Net Neutrality #internetslowdown

avatar-purple Today, September 10th, I’m joining other concerned citizens across the country and around the world and highlighting Net Neutrality. Just by the fact you’re here reading my post shows having the freedom to go where you will online is important to you.

The Federal Communications Commission or FCC is taking public comments before they decide whether or not to go with a proposal that puts the internet in the hands of corporate telecommunications companies such as Comcast and Verizon.


monopolyWhy is that a bad thing?


There are several reasons but the largest is the internet is free now as it was conceived and designed to be. And it won’t be if the telecommunications corporations win.


My family has used the internet since the old America Online (AOL) hey days. When my kids come home for a visit, at some point they’ll surf the web, watch an online movie, or check email. If more than one of us is online at the same time, the internet crawls for everyone. We’re sharing the bandwidth. Bandwidth is a measurement — a term used to describe how much information can be transmitted over a connection. You’re using bandwidth right now just reading this post.


Now imagine all the available bandwidth is being used by subscribers paying whatever top dollar these telecommunications corporations deem is enough. You want to go to Facebook? Well, you must buy the plan that includes Facebook. Have email? Be sure to buy the package that includes email. Want to look something up on Google? You’ll need that package that allows general surfing. Insidious.

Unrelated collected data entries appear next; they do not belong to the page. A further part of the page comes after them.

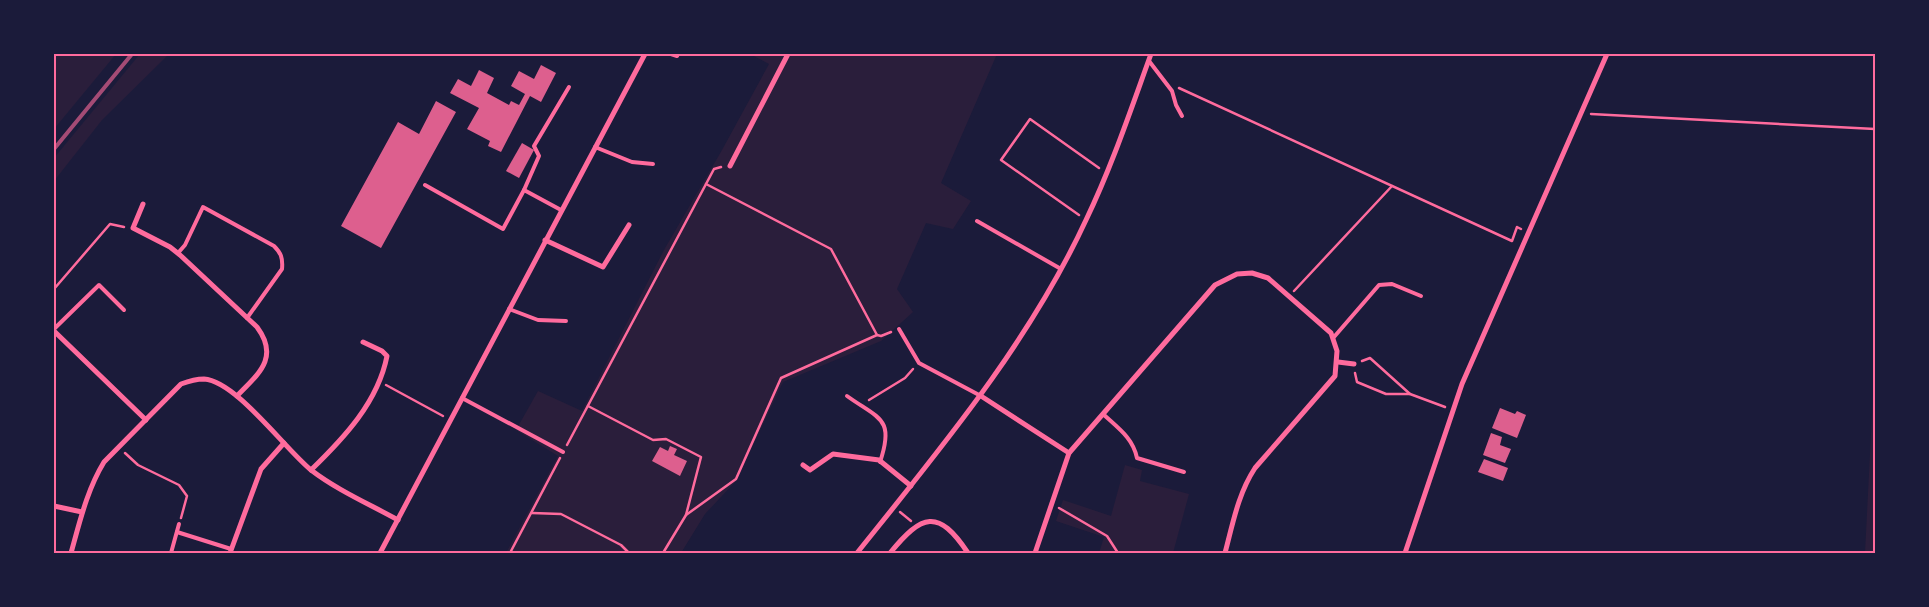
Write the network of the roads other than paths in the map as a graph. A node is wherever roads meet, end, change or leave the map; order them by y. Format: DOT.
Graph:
graph roads {
  1 [pos="644,54"];
  2 [pos="671,54"];
  3 [pos="678,54"];
  4 [pos="788,54"];
  5 [pos="1151,54"];
  6 [pos="1608,54"];
  7 [pos="1149,60"];
  8 [pos="569,87"];
  9 [pos="1182,116"];
  10 [pos="596,147"];
  11 [pos="653,164"];
  12 [pos="730,166"];
  13 [pos="425,185"];
  14 [pos="524,190"];
  15 [pos="143,204"];
  16 [pos="561,210"];
  17 [pos="977,221"];
  18 [pos="629,225"];
  19 [pos="545,240"];
  20 [pos="178,253"];
  21 [pos="1061,269"];
  22 [pos="1421,296"];
  23 [pos="509,309"];
  24 [pos="124,310"];
  25 [pos="247,318"];
  26 [pos="566,321"];
  27 [pos="899,328"];
  28 [pos="54,330"];
  29 [pos="1334,338"];
  30 [pos="363,342"];
  31 [pos="1338,362"];
  32 [pos="1354,364"];
  33 [pos="237,396"];
  34 [pos="847,396"];
  35 [pos="981,396"];
  36 [pos="462,398"];
  37 [pos="1103,414"];
  38 [pos="146,420"];
  39 [pos="284,443"];
  40 [pos="564,452"];
  41 [pos="1069,453"];
  42 [pos="880,462"];
  43 [pos="803,464"];
  44 [pos="311,470"];
  45 [pos="1184,472"];
  46 [pos="911,486"];
  47 [pos="54,506"];
  48 [pos="82,512"];
  49 [pos="398,520"];
  50 [pos="179,524"];
  51 [pos="177,532"];
  52 [pos="231,551"];
  53 [pos="72,553"];
  54 [pos="171,553"];
  55 [pos="380,553"];
  56 [pos="857,553"];
  57 [pos="890,553"];
  58 [pos="968,553"];
  59 [pos="1034,553"];
  60 [pos="1225,553"];
  61 [pos="1405,553"];
  1 -- 10 [label="street"];
  2 -- 3 [label="lane"];
  4 -- 12 [label="street"];
  5 -- 7 [label="street"];
  6 -- 61 [label="street"];
  7 -- 9 [label="lane"];
  7 -- 21 [label="street"];
  8 -- 14 [label="lane"];
  10 -- 11 [label="lane"];
  10 -- 16 [label="street"];
  13 -- 14 [label="lane"];
  14 -- 16 [label="lane"];
  15 -- 20 [label="street"];
  16 -- 19 [label="street"];
  17 -- 21 [label="lane"];
  18 -- 19 [label="street"];
  19 -- 23 [label="street"];
  20 -- 25 [label="street"];
  20 -- 25 [label="lane"];
  21 -- 35 [label="street"];
  22 -- 29 [label="lane"];
  23 -- 26 [label="lane"];
  23 -- 36 [label="street"];
  24 -- 28 [label="lane"];
  25 -- 33 [label="street"];
  27 -- 35 [label="lane"];
  28 -- 38 [label="street"];
  29 -- 31 [label="street"];
  29 -- 37 [label="street"];
  30 -- 44 [label="street"];
  31 -- 32 [label="street"];
  31 -- 60 [label="street"];
  33 -- 38 [label="street"];
  33 -- 39 [label="street"];
  34 -- 42 [label="lane"];
  35 -- 41 [label="street"];
  35 -- 46 [label="street"];
  36 -- 40 [label="lane"];
  36 -- 49 [label="street"];
  37 -- 41 [label="street"];
  37 -- 45 [label="lane"];
  38 -- 48 [label="street"];
  39 -- 44 [label="street"];
  39 -- 52 [label="street"];
  41 -- 59 [label="street"];
  42 -- 43 [label="street"];
  42 -- 46 [label="street"];
  44 -- 49 [label="street"];
  46 -- 56 [label="street"];
  47 -- 48 [label="street"];
  48 -- 53 [label="street"];
  49 -- 55 [label="street"];
  50 -- 51 [label="lane"];
  51 -- 52 [label="lane"];
  51 -- 54 [label="lane"];
  57 -- 58 [label="street"];
}
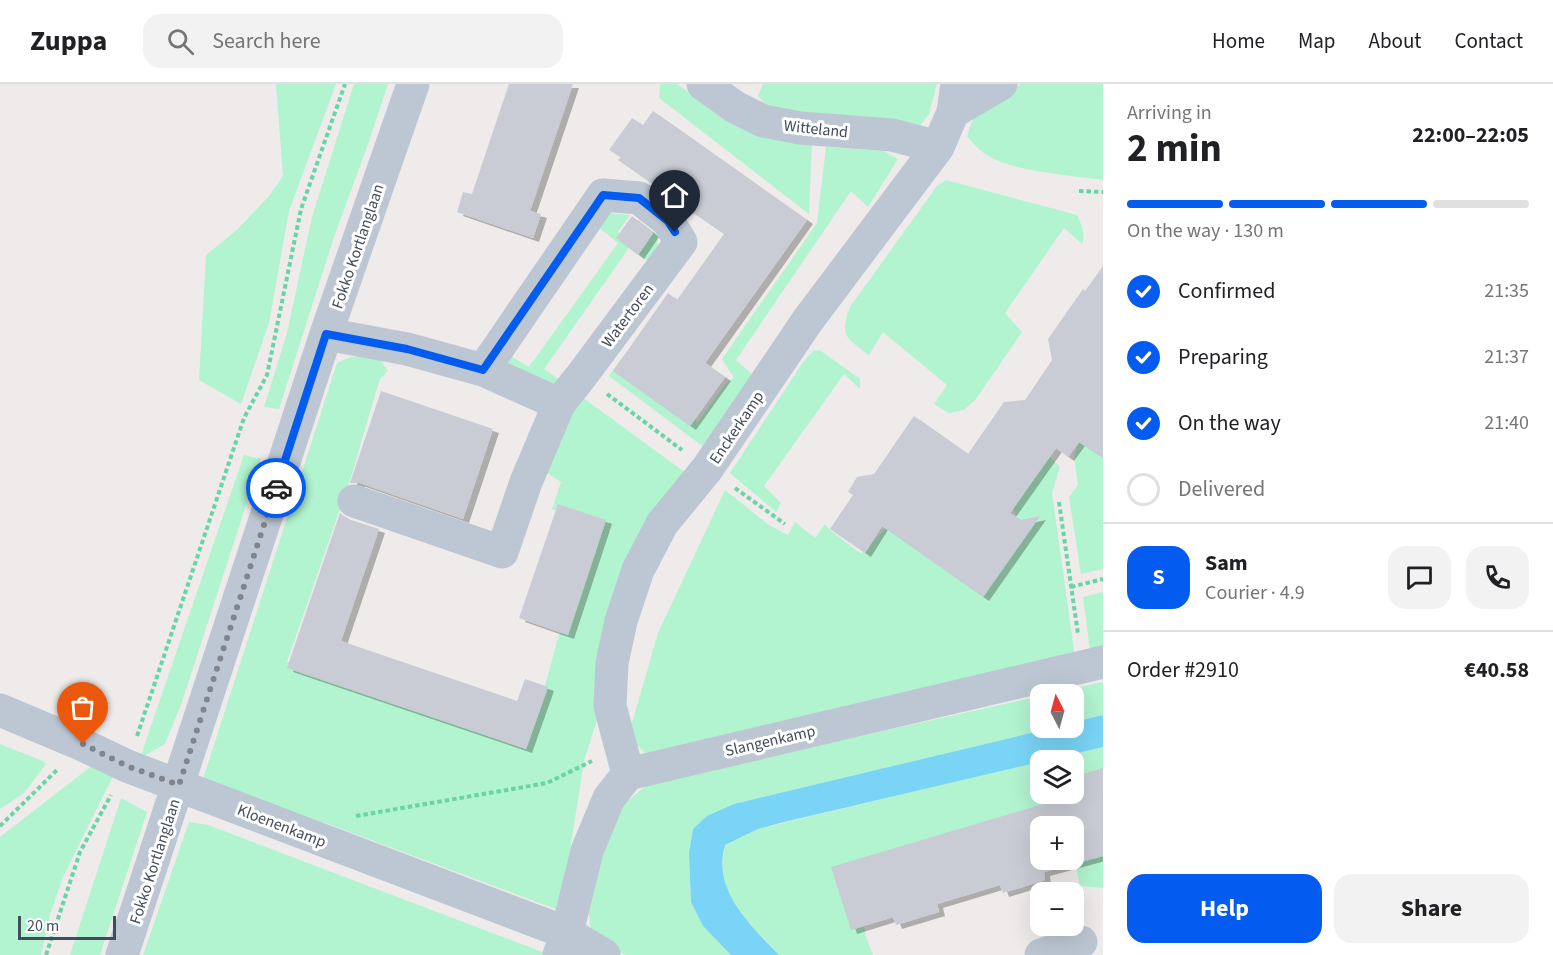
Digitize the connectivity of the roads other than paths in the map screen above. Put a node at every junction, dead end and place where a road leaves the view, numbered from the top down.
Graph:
1 (413, 84) edge
2 (703, 84) edge
3 (1001, 84) edge
4 (955, 98) edge
5 (938, 147) junction
6 (326, 334) junction
7 (483, 370) junction
8 (559, 405) junction
9 (354, 501) dead end
10 (1093, 665) edge
11 (0, 710) edge
12 (624, 760) junction
13 (179, 785) junction
14 (1081, 942) dead end
15 (563, 944) edge
16 (122, 955) edge
17 (604, 955) edge
18 (1041, 955) edge

1 - 6 street, Fokko Kortlanglaan
2 - 5 street, Witteland
3 - 4 street, Enckerkamp
4 - 5 street, Enckerkamp
5 - 12 street, Enckerkamp
6 - 7 street
6 - 13 street, Fokko Kortlanglaan
7 - 8 street
7 - 8 street, Watertoren
8 - 9 street, Watertoren
10 - 12 street, Slangenkamp
11 - 13 street, Kloenenkamp
12 - 15 street
13 - 15 street, Kloenenkamp
13 - 16 street, Fokko Kortlanglaan
14 - 18 street
15 - 17 street, Kloenenkamp

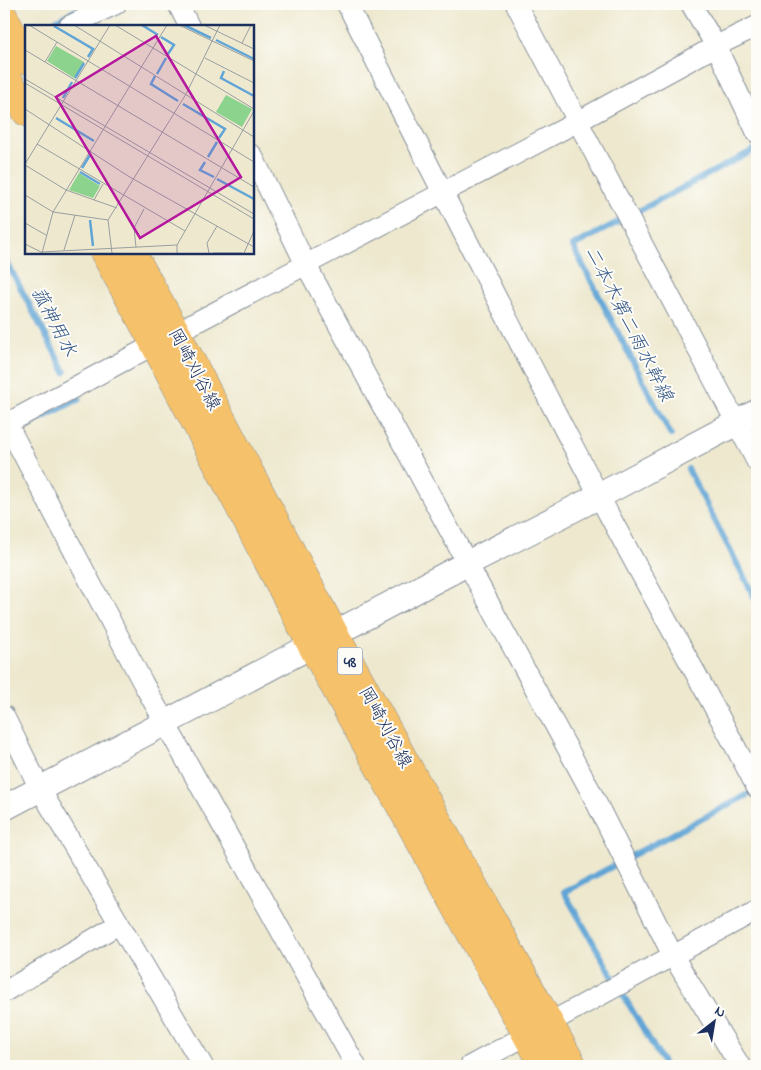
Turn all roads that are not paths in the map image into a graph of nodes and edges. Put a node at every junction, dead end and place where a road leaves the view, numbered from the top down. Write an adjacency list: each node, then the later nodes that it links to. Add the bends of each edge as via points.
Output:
1 (116, 4): 7 (street)
2 (178, 4): 8 (street)
3 (347, 4): 17 (street)
4 (516, 4): 14 (street)
5 (691, 4): 10 (street)
6 (4, 17): 11 (main road)
7 (71, 25)
8 (188, 25)
9 (757, 26): 10 (street)
10 (716, 46): 14 (street); 15 (street)
11 (19, 54)
12 (4, 71): 13 (main road)
13 (25, 110)
14 (577, 122): 17 (street); 22 (street)
15 (757, 133)
16 (254, 159): 20 (street)
17 (442, 193): 20 (street); 25 (street)
18 (105, 254): 21 (main road, 岡崎刈谷線 / 48)
19 (133, 254): 21 (main road, 岡崎刈谷線 / 48)
20 (306, 264): 21 (street); 26 (street)
21 (165, 339): 23 (street); 27 (main road, 岡崎刈谷線 / 48)
22 (748, 417): 24 (street); 25 (street)
23 (5, 422): 29 (street)
24 (757, 462)
25 (599, 496): 26 (street); 30 (street)
26 (468, 563): 27 (street); 35 (street, via 590,790)
27 (323, 640): 29 (street); 37 (main road, 岡崎刈谷線 / 48)
28 (4, 716): 31 (street)
29 (165, 724): 31 (street); 39 (street)
30 (757, 788)
31 (40, 789): 32 (street); 34 (street)
32 (4, 808)
33 (757, 910): 35 (street)
34 (119, 924): 36 (street); 38 (street)
35 (673, 956): 37 (street); 43 (street)
36 (4, 992)
37 (538, 1029): 40 (street); 41 (main road, 岡崎刈谷線 / 48); 42 (main road, 岡崎刈谷線 / 48)
38 (203, 1066)
39 (356, 1066)
40 (470, 1066)
41 (544, 1066)
42 (573, 1066)
43 (740, 1066)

People not on the pay-for plan will get net-neutrality the slower connection rife with time-outs, dropped signals, half-loaded pages, and limited access. Deal with that long enough and of course your resolve would crack. That’s the plan. You’ll opt in just to save your sanity.  Once their foot is in the door, we’ll be forced to buy and the internet will no longer be free. The way these telecommunications corporations lobby Washington, that day is probably closer than we realize.


I urge you to send your comment to the FCC. **Find links below They are taking opinions right now, but this opportunity is narrow. The following video, though couched in occasional irreverent humor, is a very real explanation of the issue on the table right now. However you get your information, I urge you to become informed. The internet was created for the world to have free access to information and a level opportunity for all. Add your voice that this marvelous achievement of cooperation not be stolen out from under our feet.



Click here to protect women’s and girls’ voices online


More~

Contact your government. They represent you.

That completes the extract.